── Data for the task
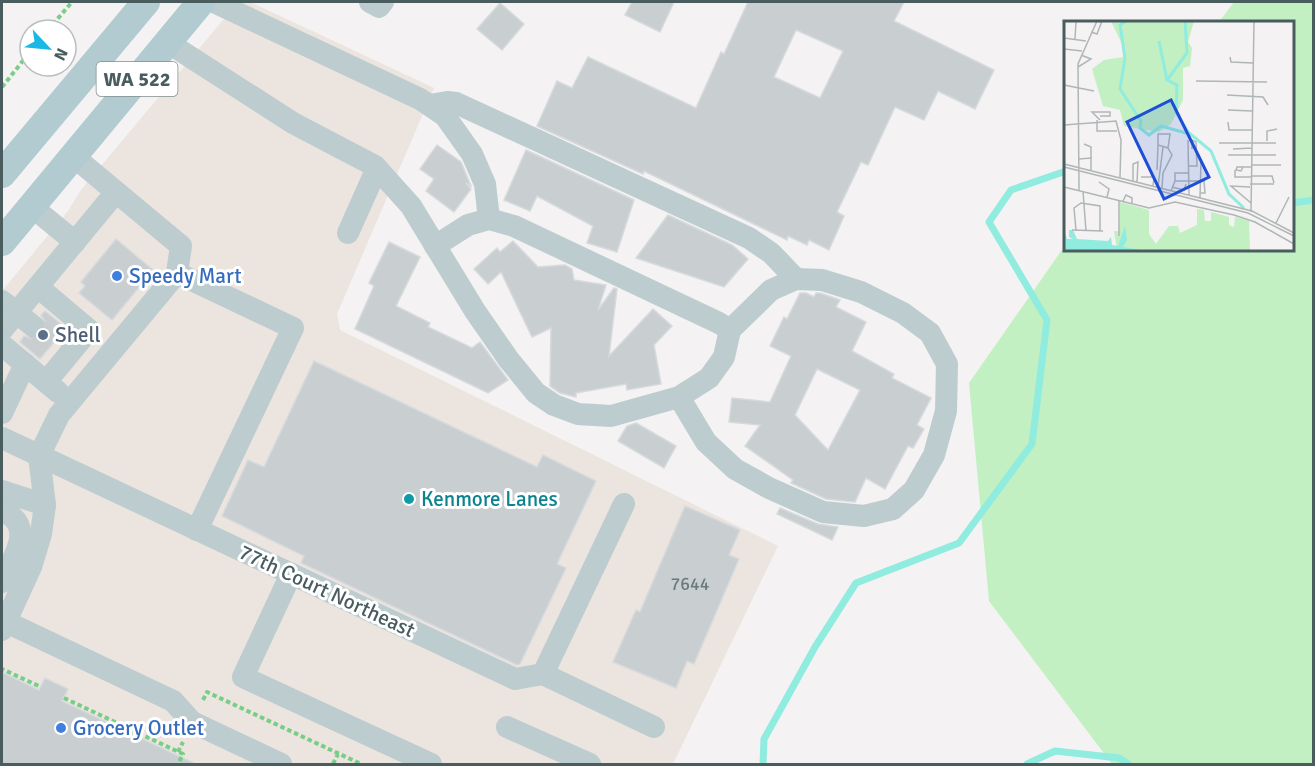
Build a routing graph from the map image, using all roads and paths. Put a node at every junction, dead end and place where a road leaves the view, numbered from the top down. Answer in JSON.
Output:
{"nodes":[{"id":1,"x":72,"y":2,"type":"edge"},
{"id":2,"x":146,"y":2,"type":"edge"},
{"id":3,"x":201,"y":2,"type":"edge"},
{"id":4,"x":214,"y":2,"type":"edge"},
{"id":5,"x":370,"y":2,"type":"edge"},
{"id":6,"x":382,"y":2,"type":"edge"},
{"id":7,"x":58,"y":18,"type":"edge"},
{"id":8,"x":167,"y":42,"type":"junction"},
{"id":9,"x":18,"y":67,"type":"edge"},
{"id":10,"x":2,"y":87,"type":"edge"},
{"id":11,"x":430,"y":105,"type":"junction"},
{"id":12,"x":73,"y":156,"type":"junction"},
{"id":13,"x":377,"y":168,"type":"junction"},
{"id":14,"x":2,"y":174,"type":"edge"},
{"id":15,"x":116,"y":192,"type":"junction"},
{"id":16,"x":31,"y":206,"type":"junction"},
{"id":17,"x":489,"y":219,"type":"junction"},
{"id":18,"x":348,"y":233,"type":"dead end"},
{"id":19,"x":2,"y":242,"type":"edge"},
{"id":20,"x":75,"y":242,"type":"junction"},
{"id":21,"x":435,"y":246,"type":"junction"},
{"id":22,"x":177,"y":273,"type":"junction"},
{"id":23,"x":796,"y":279,"type":"junction"},
{"id":24,"x":38,"y":286,"type":"junction"},
{"id":25,"x":17,"y":313,"type":"edge"},
{"id":26,"x":2,"y":330,"type":"edge"},
{"id":27,"x":730,"y":330,"type":"junction"},
{"id":28,"x":2,"y":345,"type":"edge"},
{"id":29,"x":25,"y":364,"type":"junction"},
{"id":30,"x":46,"y":382,"type":"junction"},
{"id":31,"x":679,"y":397,"type":"junction"},
{"id":32,"x":70,"y":402,"type":"junction"},
{"id":33,"x":2,"y":413,"type":"edge"},
{"id":34,"x":2,"y":438,"type":"edge"},
{"id":35,"x":39,"y":456,"type":"junction"},
{"id":36,"x":2,"y":491,"type":"edge"},
{"id":37,"x":624,"y":504,"type":"dead end"},
{"id":38,"x":45,"y":505,"type":"junction"},
{"id":39,"x":2,"y":510,"type":"edge"},
{"id":40,"x":197,"y":530,"type":"junction"},
{"id":41,"x":291,"y":574,"type":"junction"},
{"id":42,"x":2,"y":582,"type":"edge"},
{"id":43,"x":3,"y":624,"type":"edge"},
{"id":44,"x":2,"y":671,"type":"edge"},
{"id":45,"x":543,"y":674,"type":"junction"},
{"id":46,"x":40,"y":687,"type":"dead end"},
{"id":47,"x":64,"y":698,"type":"dead end"},
{"id":48,"x":507,"y":727,"type":"dead end"},
{"id":49,"x":654,"y":727,"type":"dead end"},
{"id":50,"x":338,"y":754,"type":"dead end"},
{"id":51,"x":270,"y":762,"type":"edge"},
{"id":52,"x":178,"y":765,"type":"edge"},
{"id":53,"x":333,"y":765,"type":"edge"},
{"id":54,"x":431,"y":765,"type":"edge"},
{"id":55,"x":590,"y":765,"type":"edge"}],
"edges":[{"from":1,"to":7,"type":"path"},
{"from":2,"to":14,"type":"main road","number":"WA 522"},
{"from":3,"to":8,"type":"main road","number":"WA 522"},
{"from":4,"to":11,"type":"street"},
{"from":5,"to":6,"type":"street"},
{"from":8,"to":12,"type":"main road","number":"WA 522"},
{"from":8,"to":13,"type":"street"},
{"from":9,"to":10,"type":"path"},
{"from":11,"to":17,"type":"street"},
{"from":11,"to":23,"type":"street"},
{"from":12,"to":15,"type":"street"},
{"from":12,"to":16,"type":"main road","number":"WA 522"},
{"from":13,"to":18,"type":"street"},
{"from":13,"to":21,"type":"street"},
{"from":15,"to":20,"type":"street"},
{"from":15,"to":22,"type":"street"},
{"from":16,"to":19,"type":"main road","number":"WA 522"},
{"from":16,"to":20,"type":"street"},
{"from":17,"to":21,"type":"street"},
{"from":17,"to":27,"type":"street"},
{"from":20,"to":24,"type":"street"},
{"from":21,"to":31,"type":"street"},
{"from":22,"to":32,"type":"street"},
{"from":22,"to":40,"type":"street"},
{"from":23,"to":27,"type":"street"},
{"from":23,"to":31,"type":"street"},
{"from":24,"to":25,"type":"street"},
{"from":24,"to":30,"type":"street"},
{"from":25,"to":26,"type":"street"},
{"from":27,"to":31,"type":"street"},
{"from":28,"to":29,"type":"street"},
{"from":29,"to":30,"type":"street"},
{"from":29,"to":33,"type":"street"},
{"from":30,"to":32,"type":"street"},
{"from":32,"to":35,"type":"street"},
{"from":34,"to":35,"type":"street","name":"77th Court Northeast"},
{"from":35,"to":38,"type":"street"},
{"from":35,"to":40,"type":"street","name":"77th Court Northeast"},
{"from":36,"to":38,"type":"street"},
{"from":37,"to":45,"type":"street"},
{"from":38,"to":43,"type":"street"},
{"from":39,"to":42,"type":"street"},
{"from":40,"to":41,"type":"street","name":"77th Court Northeast"},
{"from":41,"to":45,"type":"street","name":"77th Court Northeast"},
{"from":41,"to":54,"type":"street"},
{"from":43,"to":51,"type":"street"},
{"from":44,"to":46,"type":"path"},
{"from":45,"to":49,"type":"street"},
{"from":47,"to":52,"type":"path"},
{"from":48,"to":55,"type":"street"},
{"from":50,"to":53,"type":"path"}]}
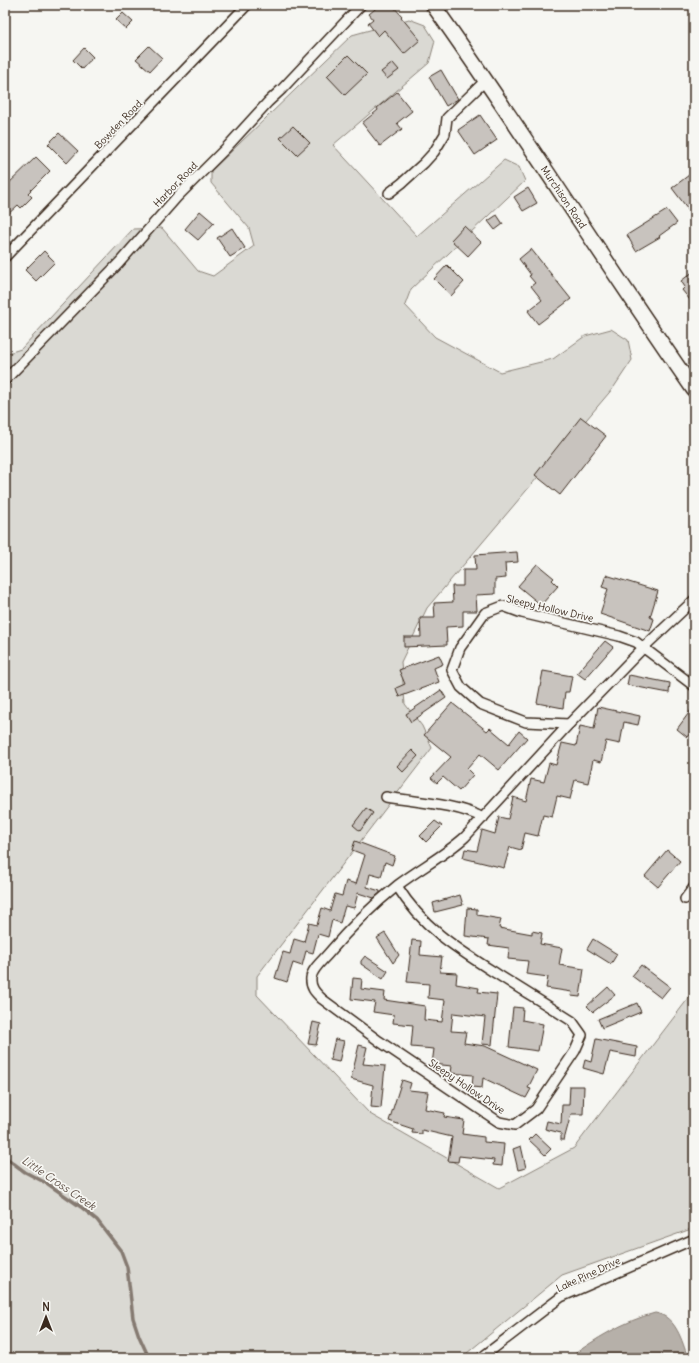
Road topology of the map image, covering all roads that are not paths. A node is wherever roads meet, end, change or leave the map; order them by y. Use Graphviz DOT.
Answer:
graph roads {
  1 [pos="246,5"];
  2 [pos="362,5"];
  3 [pos="433,5"];
  4 [pos="486,80"];
  5 [pos="389,193"];
  6 [pos="5,257"];
  7 [pos="5,380"];
  8 [pos="694,390"];
  9 [pos="694,600"];
  10 [pos="643,648"];
  11 [pos="694,686"];
  12 [pos="570,724"];
  13 [pos="386,797"];
  14 [pos="483,818"];
  15 [pos="397,886"];
  16 [pos="694,887"];
  17 [pos="685,899"];
  18 [pos="694,1239"];
  19 [pos="482,1358"];
  1 -- 6 [label="street, Bowden Road"];
  2 -- 7 [label="street, Harbor Road"];
  3 -- 4 [label="main road, Murchison Road"];
  4 -- 5 [label="street"];
  4 -- 8 [label="main road, Murchison Road"];
  9 -- 10 [label="street, Sleepy Hollow Drive"];
  10 -- 11 [label="street"];
  10 -- 12 [label="street, Sleepy Hollow Drive"];
  10 -- 12 [label="street, Sleepy Hollow Drive"];
  12 -- 14 [label="street, Sleepy Hollow Drive"];
  13 -- 14 [label="street"];
  14 -- 15 [label="street, Sleepy Hollow Drive"];
  15 -- 15 [label="street, Sleepy Hollow Drive"];
  16 -- 17 [label="street"];
  18 -- 19 [label="street, Lake Pine Drive"];
}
────
Directions: What is the number of lines in the material above that carry the word "Northeast"? Respond with that count and nothing more.

Output below: 4